Anche la Camera dei deputati ha dunque approvato – come già aveva fatto il Senato poche settimana fa – la proposta di legge costituzionale che abbassa il numero dei parlamentari.
Il testo prevede la riduzione del numero dei deputati da 630 a 400 e del numero dei senatori eletti da 315 a 200, con un taglio pari al 36,5% dei componenti elettivi. Sono conseguentemente ridotti anche i deputati e i senatori eletti nella circoscrizione Estero, che passano rispettivamente da 12 a 8 alla Camera e da 6 a 4 al Senato. Il testo interviene altresì sul numero minimo di senatori per ogni Regione (o Provincia autonoma).
Accanto a queste modifiche agli articoli 56 e 57 della Costituzione, contenute negli articoli 1 e 2 del provvedimento, l’art. 3 sostituisce il secondo comma dell’art. 59, specificando una cosa, infatti, ormai assodata, cioè che “il numero complessivo dei senatori in carica nominati dal Presidente della Repubblica non può in alcun caso essere superiore a cinque”. L’art. 4, infine, fissa la decorrenza delle nuove disposizioni, applicabili dal primo scioglimento o cessazione delle Camere, ma comunque non prima di sessanta giorni dall’entrata in vigore della legge costituzionale.
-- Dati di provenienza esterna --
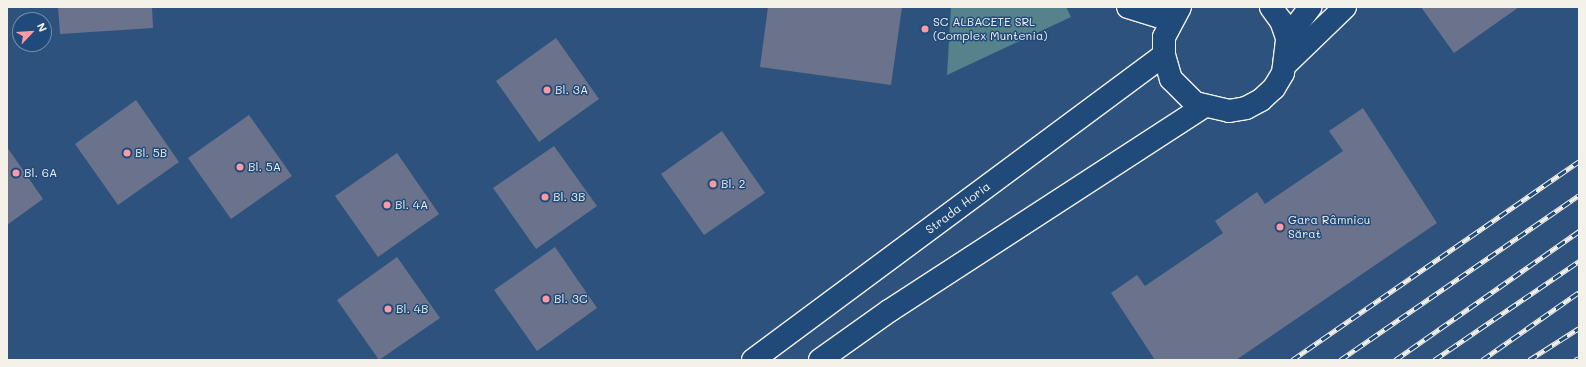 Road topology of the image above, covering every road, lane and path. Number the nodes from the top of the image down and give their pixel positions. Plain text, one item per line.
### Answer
1 (1128, 7) edge
2 (1271, 7) edge
3 (1310, 7) edge
4 (1345, 7) edge
5 (1175, 13) edge
6 (1287, 38) junction
7 (1164, 55) junction
8 (1286, 64) junction
9 (1203, 107) junction
10 (753, 360) edge
11 (820, 360) edge

1 - 5 street
2 - 6 street
3 - 6 street
4 - 8 street
5 - 7 street
6 - 8 street
7 - 9 street
7 - 10 street, Strada Horia
8 - 9 street
9 - 11 street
Come si è avuto modo di osservare, le ragioni alla base dell’intervento non parevano, fin dall’origine, così profondamente analizzate, esaurendosi in sostanza nel “riportare al centro del dibattito parlamentare il tema della riduzione del numero dei parlamentari, con il duplice obiettivo di aumentare l’efficienza e la produttività delle Camere e, al contempo, di razionalizzare la spesa pubblica”, allineando inoltre l’Italia agli altri Paesi europei, che hanno un numero di parlamentari eletti più limitato.
E nemmeno il dibattito avutosi nelle due assemblee sembra aver consentito un particolare approfondimento, anche per la prevalenza e l’esasperazione, nel corso della discussione, dell’idea di una riforma mirata e chirurgica, che ha di fatto impedito una riflessione di carattere più sistemico. Se questo può forse valere per istituti decisamente puntuali e circoscritti, sembra in realtà applicarsi non benissimo a una riforma che tocca la composizione delle due Camere, e dunque anche del Parlamento in seduta comune e dei suoi compiti, la connessa funzione di rappresentanza politica e i più delicati meccanismi di funzionamento delle istituzioni dello Stato.
Non è un caso, del resto, che la Camera stia procedendo, in parallelo, proprio in questi giorni, all’esame di un progetto di legge contenente le disposizioni per assicurare l’applicabilità delle leggi elettorali indipendentemente dal numero dei parlamentari, che non ha soltanto un contenuto tecnico, una sorta di adeguamento preventivo qualora si dovesse andare al voto prima della fine della legislatura, ma presenta profili capaci di impattare, tra l’altro, sulla dimensione dei collegi elettorali e dunque sulla rappresentatività degli eletti.
Con riguardo al merito, da almeno venti anni a questa parte, all’interno dell’infinita stagione dei tentativi di riforma della Costituzione, (anche) il numero dei parlamentari è stato oggetto di proposte di modifica. Come ben evidenzia il dossier predisposto dalla Camera, andavano in questa direzione il testo della Commissione D’Alema (XIII legislatura), la riforma del Centrodestra non approvata nel referendum del 2006, la c.d. bozza Violante (XV legislatura), e così via i successivi tentativi, fino alla riforma Renzi-Boschi bocciata nel referendum del 2016, che avrebbe invero lasciata inalterata la Camera, riducendo invece il numero dei senatori e trasformando il Senato in un ramo non più direttamente rappresentativo del corpo elettorale, con funzioni diverse rispetto all’altro.
Naturalmente, il fatto che la riduzione del numero dei parlamentari abbia rappresentato un elemento comune a tante proposte non significa che su questa vi sia e vi sarà (nella seconda deliberazione) un consenso trasversale da parte delle forze politiche, e ciò per evidenti ragioni, di ordine tecnico-costituzionale e politico. Anche perché, com’è noto, l’attuale maggioranza sta contemporaneamente portando avanti una proposta di legge costituzionale di riscrittura dei principali istituti di democrazia diretta (iniziativa legislativa popolare e referendum), che, se approvata, finirebbe inevitabilmente per fare sistema con quella della riduzione del numero dei parlamentari, incidendo fortemente sull’equilibrio indicato in origine dalla Costituzione tra democrazia diretta e rappresentativa, con conseguenze che andrebbero attentamente valutate.